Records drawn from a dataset
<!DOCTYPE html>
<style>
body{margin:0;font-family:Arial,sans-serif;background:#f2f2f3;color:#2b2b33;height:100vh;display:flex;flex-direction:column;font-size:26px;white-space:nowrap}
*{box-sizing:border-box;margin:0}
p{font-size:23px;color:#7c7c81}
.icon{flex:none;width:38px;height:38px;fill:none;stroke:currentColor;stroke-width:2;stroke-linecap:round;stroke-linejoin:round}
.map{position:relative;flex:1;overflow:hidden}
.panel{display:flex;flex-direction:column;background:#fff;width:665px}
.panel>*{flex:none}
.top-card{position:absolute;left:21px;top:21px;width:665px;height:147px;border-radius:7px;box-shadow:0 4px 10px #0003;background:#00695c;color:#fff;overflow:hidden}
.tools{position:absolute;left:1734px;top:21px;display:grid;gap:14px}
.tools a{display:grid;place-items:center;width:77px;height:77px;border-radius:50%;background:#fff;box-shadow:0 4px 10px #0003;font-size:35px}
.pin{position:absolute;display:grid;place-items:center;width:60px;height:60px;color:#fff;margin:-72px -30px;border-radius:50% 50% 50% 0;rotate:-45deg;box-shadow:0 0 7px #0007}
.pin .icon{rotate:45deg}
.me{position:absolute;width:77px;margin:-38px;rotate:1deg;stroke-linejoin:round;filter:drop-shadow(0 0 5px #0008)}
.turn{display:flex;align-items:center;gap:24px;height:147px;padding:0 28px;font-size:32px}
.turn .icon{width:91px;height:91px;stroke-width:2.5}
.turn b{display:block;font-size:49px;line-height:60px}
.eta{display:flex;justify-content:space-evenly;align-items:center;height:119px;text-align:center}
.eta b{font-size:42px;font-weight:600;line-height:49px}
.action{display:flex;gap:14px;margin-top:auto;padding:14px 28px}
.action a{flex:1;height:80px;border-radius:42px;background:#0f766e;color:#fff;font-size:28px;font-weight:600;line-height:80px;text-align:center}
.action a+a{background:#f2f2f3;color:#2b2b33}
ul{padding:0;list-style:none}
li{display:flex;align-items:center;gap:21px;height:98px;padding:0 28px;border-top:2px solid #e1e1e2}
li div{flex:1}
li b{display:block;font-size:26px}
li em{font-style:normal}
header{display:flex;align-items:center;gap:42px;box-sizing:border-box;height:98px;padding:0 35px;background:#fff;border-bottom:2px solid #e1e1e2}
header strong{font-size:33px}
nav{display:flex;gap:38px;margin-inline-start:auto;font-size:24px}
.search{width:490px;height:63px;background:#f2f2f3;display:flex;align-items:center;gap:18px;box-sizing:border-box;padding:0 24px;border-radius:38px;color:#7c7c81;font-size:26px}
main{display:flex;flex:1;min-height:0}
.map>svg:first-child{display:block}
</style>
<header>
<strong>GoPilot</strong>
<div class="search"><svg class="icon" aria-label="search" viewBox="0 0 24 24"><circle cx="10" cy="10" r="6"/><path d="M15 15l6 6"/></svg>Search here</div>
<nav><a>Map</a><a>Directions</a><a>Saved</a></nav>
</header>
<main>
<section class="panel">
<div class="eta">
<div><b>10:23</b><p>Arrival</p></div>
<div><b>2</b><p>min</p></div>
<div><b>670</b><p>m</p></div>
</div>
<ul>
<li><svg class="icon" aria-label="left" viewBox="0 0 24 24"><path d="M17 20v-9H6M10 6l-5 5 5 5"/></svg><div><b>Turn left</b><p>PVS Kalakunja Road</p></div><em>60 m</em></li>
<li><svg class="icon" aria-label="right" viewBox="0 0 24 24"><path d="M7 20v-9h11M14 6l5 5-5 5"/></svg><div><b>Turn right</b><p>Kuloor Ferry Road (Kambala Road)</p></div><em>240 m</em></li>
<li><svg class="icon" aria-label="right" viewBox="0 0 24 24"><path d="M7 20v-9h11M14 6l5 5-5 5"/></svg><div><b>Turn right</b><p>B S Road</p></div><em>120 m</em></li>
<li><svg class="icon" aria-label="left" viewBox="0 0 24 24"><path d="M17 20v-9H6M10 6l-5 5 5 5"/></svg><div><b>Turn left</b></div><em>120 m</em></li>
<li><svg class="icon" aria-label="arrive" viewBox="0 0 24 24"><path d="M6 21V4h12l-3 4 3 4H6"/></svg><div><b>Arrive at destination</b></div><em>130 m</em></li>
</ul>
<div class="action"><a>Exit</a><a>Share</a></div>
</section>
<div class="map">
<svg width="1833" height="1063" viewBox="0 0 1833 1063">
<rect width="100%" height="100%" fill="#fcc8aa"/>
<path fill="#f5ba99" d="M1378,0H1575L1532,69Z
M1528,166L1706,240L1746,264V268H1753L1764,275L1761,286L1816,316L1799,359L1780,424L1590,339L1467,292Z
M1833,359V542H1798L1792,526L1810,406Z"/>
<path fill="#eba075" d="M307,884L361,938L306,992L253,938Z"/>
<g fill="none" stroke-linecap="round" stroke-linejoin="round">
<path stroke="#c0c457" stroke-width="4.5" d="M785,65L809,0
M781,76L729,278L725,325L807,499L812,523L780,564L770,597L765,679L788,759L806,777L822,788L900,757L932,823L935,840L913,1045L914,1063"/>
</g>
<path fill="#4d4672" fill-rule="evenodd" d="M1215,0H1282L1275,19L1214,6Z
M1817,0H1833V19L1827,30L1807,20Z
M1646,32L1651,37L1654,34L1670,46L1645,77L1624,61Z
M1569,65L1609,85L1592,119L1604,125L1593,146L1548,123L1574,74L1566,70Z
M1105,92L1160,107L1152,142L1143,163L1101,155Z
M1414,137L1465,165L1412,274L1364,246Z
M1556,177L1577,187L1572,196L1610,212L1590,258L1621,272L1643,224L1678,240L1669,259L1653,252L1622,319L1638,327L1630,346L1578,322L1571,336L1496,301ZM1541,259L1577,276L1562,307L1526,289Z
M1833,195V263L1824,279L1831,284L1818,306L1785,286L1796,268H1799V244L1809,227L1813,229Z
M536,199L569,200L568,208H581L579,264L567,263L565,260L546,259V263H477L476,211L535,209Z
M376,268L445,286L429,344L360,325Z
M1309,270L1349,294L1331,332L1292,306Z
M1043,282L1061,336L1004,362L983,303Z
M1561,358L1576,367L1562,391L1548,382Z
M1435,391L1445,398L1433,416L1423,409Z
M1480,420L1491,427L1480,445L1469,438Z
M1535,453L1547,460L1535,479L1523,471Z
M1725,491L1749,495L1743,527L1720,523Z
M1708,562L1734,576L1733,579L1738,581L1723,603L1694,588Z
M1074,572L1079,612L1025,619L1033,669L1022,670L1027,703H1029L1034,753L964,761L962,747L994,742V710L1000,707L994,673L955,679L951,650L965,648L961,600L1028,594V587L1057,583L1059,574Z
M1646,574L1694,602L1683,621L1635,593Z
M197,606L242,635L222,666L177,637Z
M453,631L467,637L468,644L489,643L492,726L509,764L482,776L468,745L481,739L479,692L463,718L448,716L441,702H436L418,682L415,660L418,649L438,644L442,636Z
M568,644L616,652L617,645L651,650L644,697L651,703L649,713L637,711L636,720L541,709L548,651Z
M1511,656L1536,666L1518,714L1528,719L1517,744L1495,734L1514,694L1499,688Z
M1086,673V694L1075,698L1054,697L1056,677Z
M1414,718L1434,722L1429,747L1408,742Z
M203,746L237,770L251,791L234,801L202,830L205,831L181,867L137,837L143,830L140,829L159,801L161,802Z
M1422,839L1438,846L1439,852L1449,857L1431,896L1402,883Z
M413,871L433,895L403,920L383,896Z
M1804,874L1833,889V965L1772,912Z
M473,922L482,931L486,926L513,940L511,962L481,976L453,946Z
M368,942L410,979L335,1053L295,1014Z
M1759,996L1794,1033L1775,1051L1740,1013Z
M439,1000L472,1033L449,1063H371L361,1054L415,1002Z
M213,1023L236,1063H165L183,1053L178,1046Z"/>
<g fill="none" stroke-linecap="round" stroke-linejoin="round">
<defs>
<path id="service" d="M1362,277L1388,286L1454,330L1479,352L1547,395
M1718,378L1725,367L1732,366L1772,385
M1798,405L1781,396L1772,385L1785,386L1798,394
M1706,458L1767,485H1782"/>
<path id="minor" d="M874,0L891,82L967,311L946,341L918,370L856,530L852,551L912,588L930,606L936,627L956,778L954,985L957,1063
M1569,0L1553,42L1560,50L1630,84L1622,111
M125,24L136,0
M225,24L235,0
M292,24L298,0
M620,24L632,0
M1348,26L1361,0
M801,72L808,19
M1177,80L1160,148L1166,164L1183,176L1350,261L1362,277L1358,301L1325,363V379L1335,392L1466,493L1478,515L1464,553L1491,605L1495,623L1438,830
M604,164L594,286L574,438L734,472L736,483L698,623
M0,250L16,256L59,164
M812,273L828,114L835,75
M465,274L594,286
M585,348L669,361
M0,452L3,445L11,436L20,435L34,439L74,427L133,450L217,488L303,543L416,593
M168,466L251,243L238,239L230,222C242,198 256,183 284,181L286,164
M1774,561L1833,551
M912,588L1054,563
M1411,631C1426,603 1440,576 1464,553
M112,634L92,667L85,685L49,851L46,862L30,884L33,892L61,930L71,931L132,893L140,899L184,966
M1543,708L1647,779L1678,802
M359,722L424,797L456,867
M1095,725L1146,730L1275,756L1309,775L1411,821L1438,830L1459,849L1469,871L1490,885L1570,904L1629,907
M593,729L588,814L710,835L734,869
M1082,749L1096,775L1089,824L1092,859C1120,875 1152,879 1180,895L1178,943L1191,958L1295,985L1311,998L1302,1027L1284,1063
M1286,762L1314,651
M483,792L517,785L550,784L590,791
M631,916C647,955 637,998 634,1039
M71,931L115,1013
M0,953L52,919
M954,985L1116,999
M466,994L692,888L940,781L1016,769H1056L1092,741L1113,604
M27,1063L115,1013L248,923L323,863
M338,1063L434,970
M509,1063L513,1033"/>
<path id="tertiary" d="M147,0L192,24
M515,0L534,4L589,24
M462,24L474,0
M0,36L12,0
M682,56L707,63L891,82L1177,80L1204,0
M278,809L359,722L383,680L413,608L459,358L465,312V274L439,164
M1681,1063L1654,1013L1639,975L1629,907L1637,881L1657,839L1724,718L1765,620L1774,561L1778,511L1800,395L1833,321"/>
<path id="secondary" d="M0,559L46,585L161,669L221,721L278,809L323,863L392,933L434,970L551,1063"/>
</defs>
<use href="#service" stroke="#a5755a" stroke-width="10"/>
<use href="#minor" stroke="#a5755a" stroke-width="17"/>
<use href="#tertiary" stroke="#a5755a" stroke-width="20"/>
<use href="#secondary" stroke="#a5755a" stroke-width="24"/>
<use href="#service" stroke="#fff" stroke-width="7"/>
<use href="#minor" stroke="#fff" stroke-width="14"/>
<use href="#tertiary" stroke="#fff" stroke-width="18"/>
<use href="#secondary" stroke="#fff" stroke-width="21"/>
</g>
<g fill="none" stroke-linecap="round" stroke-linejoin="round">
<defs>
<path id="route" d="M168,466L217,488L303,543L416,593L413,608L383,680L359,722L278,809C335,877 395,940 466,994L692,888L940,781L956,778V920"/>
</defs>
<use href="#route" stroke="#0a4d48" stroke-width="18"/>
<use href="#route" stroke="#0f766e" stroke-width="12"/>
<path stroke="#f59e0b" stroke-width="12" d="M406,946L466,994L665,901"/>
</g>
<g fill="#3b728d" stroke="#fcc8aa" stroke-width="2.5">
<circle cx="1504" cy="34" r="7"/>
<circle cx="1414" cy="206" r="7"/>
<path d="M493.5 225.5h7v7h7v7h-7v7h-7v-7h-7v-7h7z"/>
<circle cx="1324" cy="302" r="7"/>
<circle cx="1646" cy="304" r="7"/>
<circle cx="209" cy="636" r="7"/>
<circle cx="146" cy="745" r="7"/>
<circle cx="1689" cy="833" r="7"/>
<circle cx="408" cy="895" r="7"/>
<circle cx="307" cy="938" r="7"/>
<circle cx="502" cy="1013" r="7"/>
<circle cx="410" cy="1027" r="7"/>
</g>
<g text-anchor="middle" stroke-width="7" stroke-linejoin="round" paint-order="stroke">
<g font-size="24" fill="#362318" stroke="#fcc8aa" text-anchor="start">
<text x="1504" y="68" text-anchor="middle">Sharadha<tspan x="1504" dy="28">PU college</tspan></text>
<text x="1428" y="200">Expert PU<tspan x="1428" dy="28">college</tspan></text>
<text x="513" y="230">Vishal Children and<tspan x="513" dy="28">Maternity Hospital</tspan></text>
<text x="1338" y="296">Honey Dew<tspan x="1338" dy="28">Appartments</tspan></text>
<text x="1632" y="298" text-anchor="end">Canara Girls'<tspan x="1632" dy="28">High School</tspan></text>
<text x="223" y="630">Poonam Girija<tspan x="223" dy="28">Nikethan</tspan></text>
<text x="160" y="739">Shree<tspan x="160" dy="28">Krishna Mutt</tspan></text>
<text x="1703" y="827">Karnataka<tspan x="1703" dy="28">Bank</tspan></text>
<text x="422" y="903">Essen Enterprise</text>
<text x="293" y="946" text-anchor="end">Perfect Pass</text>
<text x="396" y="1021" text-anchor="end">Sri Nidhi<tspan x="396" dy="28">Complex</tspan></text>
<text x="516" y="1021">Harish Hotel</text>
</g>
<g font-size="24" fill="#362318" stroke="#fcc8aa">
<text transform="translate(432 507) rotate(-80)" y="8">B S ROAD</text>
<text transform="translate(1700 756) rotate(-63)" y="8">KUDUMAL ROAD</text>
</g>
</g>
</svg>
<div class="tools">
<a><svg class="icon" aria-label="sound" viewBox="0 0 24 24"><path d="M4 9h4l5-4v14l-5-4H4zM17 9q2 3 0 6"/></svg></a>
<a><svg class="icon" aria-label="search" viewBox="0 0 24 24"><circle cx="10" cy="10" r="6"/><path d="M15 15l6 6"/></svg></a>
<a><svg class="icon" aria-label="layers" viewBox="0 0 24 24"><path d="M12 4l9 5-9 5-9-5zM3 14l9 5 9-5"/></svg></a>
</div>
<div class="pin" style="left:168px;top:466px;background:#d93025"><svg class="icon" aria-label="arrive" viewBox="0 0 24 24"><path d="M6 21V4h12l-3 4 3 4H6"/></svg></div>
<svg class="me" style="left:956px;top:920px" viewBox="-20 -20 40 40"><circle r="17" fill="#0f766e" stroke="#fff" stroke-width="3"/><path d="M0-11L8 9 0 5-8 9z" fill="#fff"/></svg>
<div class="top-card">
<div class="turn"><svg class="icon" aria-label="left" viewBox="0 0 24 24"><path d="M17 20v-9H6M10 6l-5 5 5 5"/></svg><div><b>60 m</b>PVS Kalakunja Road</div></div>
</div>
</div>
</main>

* Task instructions *
Filter the entries down to the lines that include the string "tertiary".

* Answer area *
<path id="tertiary" d="M147,0L192,24
<use href="#tertiary" stroke="#a5755a" stroke-width="20"/>
<use href="#tertiary" stroke="#fff" stroke-width="18"/>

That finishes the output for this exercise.